The testing was done at the Ghana Standards Authority (GSA), he said, adding that Mr Agongo pointed out to EOCO that it was against standard practice not to involve a representative of the company in the testing process.

“You know, the shocking part of this is: in one of the instances in 2017, EOCO went to Ghana Standards Authority in the absence of AgriCult and its representatives tested the product and came and said they found out that it wasn’t Lithovit Foliar.

“Then the man [Seidu Agongo] protested and said that no, when you are doing this testing, you need an independent witness or observer. The testing should be done in the presence of the company’s representative.

“So, they had to go and do the testing again after he protested and when they went to do the testing again, they found out that it is Lithovit Foliar fertiliser.

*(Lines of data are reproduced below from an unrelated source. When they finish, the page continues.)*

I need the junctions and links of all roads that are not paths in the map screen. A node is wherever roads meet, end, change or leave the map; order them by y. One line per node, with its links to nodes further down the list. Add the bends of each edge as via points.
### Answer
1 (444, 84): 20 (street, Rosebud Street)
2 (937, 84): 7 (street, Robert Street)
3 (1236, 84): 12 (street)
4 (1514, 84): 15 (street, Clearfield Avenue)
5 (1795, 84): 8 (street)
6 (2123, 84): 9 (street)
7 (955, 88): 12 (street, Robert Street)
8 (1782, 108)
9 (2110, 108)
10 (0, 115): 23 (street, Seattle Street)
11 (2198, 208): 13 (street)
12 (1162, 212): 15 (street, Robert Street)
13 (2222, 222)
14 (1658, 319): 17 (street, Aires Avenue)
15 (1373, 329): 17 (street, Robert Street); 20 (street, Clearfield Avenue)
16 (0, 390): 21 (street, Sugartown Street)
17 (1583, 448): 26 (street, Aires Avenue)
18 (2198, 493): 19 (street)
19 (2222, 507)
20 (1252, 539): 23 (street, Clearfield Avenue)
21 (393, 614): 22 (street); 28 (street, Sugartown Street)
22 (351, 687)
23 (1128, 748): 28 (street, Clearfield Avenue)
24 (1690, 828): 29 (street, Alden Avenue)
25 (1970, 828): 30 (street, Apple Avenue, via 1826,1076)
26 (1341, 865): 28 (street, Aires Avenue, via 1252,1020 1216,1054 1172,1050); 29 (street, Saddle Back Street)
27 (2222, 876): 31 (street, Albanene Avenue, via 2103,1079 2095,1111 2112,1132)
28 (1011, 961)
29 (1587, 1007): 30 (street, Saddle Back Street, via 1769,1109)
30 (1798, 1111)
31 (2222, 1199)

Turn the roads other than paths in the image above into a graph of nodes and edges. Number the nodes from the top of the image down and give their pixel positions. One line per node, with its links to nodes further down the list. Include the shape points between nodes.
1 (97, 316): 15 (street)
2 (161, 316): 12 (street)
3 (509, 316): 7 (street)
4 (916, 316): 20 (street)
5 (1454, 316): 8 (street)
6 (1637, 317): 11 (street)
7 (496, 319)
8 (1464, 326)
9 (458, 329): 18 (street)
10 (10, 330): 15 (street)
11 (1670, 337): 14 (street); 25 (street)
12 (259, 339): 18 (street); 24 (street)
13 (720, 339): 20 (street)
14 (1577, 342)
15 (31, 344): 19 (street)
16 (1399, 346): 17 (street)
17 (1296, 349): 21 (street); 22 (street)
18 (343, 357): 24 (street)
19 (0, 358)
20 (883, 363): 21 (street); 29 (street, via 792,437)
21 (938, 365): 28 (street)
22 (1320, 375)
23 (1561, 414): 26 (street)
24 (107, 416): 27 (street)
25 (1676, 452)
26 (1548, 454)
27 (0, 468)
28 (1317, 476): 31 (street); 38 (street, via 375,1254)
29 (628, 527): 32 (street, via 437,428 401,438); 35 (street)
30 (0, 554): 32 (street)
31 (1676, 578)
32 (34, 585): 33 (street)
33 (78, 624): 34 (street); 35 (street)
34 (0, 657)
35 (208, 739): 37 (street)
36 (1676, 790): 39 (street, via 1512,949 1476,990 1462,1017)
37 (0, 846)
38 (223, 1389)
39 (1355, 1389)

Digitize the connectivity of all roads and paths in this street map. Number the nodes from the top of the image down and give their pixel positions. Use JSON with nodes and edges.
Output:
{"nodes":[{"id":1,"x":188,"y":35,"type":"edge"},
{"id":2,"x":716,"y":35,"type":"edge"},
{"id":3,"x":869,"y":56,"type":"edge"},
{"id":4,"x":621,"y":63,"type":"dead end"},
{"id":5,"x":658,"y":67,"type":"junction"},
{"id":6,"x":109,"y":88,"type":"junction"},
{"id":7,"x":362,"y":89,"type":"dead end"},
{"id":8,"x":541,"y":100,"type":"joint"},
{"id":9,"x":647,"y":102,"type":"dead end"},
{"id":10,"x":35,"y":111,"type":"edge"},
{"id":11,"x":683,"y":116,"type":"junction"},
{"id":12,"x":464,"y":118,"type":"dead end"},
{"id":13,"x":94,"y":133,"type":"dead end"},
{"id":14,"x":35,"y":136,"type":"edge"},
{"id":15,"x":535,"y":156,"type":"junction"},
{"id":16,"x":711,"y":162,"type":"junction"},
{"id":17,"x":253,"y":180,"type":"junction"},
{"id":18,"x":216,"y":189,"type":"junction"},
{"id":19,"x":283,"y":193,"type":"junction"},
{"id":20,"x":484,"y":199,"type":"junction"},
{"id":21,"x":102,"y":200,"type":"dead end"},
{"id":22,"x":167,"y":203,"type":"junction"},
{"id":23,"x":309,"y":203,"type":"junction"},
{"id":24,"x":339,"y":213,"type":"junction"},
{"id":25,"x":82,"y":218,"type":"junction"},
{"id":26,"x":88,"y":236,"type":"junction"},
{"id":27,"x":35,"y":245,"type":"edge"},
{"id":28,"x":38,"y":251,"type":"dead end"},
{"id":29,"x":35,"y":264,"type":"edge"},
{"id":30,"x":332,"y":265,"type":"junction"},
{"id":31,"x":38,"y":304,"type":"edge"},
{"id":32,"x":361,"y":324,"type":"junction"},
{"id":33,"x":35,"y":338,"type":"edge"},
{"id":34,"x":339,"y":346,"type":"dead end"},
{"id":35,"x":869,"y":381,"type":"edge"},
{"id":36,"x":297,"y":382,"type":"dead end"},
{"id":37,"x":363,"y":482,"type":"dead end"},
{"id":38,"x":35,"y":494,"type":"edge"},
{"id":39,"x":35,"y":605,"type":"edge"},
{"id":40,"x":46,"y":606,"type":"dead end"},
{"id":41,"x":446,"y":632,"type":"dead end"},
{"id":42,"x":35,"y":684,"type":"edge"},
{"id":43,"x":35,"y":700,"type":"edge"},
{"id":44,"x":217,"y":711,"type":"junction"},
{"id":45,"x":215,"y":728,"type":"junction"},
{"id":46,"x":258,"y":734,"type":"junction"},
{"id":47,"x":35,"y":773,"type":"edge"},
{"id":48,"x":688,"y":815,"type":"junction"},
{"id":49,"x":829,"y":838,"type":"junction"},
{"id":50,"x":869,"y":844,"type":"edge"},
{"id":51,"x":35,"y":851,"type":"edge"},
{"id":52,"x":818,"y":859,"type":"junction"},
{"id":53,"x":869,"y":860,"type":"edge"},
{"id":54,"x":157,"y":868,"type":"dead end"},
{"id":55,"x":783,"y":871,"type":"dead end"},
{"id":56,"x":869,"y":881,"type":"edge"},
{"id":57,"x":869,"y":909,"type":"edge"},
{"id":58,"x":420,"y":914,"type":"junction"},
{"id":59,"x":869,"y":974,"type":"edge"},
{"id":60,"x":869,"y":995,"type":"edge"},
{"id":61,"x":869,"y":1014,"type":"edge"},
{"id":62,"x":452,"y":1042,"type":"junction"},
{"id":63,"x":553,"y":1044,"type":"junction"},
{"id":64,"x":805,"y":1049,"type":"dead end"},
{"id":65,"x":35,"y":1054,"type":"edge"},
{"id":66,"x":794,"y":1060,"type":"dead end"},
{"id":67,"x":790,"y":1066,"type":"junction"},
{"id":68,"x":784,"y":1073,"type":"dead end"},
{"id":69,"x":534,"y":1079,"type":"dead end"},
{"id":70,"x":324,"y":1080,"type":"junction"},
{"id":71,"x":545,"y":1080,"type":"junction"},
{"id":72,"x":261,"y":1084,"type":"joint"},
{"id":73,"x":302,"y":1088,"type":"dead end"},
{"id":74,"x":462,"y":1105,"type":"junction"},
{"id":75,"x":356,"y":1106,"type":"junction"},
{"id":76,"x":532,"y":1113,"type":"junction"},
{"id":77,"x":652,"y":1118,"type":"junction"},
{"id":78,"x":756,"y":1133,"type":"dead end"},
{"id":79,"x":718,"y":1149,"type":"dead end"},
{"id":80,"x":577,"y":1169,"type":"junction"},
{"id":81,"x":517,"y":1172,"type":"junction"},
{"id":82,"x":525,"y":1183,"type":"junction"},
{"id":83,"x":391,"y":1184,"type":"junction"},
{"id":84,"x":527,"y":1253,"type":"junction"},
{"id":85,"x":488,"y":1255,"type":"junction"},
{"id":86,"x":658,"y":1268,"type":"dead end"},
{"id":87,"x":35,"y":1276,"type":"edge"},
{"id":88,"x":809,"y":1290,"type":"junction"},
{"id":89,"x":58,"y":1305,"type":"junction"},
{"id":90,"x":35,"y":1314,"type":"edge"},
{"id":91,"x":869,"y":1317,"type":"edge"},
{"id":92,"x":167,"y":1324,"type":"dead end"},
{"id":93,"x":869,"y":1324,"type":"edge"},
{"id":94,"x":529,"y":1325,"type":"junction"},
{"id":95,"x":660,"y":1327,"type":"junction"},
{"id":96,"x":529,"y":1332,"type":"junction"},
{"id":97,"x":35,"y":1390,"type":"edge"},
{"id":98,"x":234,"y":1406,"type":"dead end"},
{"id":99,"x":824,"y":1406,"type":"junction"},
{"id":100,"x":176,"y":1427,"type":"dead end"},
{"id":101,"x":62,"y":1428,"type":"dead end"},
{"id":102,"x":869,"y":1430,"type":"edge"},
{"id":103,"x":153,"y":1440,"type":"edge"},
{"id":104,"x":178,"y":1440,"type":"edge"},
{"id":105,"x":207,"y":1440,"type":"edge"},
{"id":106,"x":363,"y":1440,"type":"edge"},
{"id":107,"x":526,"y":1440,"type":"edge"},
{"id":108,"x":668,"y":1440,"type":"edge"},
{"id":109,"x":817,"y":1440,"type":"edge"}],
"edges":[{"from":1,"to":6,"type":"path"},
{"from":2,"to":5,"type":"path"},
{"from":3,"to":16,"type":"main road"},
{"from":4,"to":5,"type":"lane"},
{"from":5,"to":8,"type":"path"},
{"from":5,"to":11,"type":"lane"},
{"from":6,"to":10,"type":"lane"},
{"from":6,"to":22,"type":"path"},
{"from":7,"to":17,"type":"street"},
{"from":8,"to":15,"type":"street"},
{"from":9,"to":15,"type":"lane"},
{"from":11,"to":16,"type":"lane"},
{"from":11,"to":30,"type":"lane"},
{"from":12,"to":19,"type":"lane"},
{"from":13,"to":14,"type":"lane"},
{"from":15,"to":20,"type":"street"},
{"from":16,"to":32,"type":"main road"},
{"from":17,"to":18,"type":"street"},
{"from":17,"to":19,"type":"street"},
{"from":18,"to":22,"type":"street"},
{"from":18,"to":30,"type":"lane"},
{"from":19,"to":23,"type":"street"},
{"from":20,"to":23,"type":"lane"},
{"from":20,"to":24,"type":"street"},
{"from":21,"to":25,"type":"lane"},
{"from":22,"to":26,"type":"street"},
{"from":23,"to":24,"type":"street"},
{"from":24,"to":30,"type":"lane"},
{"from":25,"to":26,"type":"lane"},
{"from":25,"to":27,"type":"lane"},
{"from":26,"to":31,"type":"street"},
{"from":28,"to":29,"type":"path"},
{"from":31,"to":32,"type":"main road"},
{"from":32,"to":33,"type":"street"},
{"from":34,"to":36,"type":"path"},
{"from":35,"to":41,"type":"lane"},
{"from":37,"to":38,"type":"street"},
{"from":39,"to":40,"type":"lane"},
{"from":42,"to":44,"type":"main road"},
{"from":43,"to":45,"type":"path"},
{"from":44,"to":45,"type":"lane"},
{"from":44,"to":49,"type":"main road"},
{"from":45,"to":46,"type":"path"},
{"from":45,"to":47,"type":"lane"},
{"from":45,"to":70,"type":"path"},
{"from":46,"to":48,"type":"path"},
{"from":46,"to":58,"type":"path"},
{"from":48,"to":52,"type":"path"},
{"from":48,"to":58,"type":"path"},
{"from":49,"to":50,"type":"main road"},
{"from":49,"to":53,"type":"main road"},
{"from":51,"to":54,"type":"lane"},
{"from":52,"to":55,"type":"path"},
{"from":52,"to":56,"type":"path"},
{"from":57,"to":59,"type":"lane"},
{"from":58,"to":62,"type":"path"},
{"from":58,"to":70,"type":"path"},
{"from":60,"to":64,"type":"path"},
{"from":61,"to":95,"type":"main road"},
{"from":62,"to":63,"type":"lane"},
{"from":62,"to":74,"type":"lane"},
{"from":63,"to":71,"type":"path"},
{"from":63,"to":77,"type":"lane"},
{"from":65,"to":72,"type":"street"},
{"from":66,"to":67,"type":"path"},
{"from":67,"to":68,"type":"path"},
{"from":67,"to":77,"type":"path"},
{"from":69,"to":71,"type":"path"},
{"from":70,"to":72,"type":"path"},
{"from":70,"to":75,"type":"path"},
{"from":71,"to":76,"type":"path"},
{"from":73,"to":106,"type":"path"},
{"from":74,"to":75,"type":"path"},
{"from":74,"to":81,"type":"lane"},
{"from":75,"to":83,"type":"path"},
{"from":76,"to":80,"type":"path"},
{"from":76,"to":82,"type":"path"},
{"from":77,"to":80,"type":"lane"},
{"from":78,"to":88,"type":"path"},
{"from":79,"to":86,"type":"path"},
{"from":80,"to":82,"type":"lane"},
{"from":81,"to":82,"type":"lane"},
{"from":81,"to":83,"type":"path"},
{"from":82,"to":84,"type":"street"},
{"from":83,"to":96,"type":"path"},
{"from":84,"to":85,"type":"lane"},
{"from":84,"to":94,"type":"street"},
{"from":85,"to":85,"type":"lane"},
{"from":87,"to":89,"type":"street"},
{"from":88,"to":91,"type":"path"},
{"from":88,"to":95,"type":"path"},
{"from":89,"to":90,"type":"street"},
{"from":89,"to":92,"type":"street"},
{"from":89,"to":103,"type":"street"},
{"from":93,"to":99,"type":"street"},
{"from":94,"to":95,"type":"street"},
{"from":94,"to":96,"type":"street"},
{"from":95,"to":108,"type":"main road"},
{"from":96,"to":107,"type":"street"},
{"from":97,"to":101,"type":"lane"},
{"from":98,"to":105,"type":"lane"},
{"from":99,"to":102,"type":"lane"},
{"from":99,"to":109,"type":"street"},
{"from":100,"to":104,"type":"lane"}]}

So, you can see a concerted attempt by state actors just to find wrongdoing.”

In Mr Tameklo’s estimation, it appears there are concerted attempts by state actors to find wrongdoing against the accused persons, who made their first appearance in court on Monday, 26 March.

Mr Tameklo said: “I ask this simple question: a businessman who wants to defraud the state goes through all these laborious processes in testing; Nuclear Research, through the Pesticide Unit of COCOBOD, and he went through rigorous chemical testing?"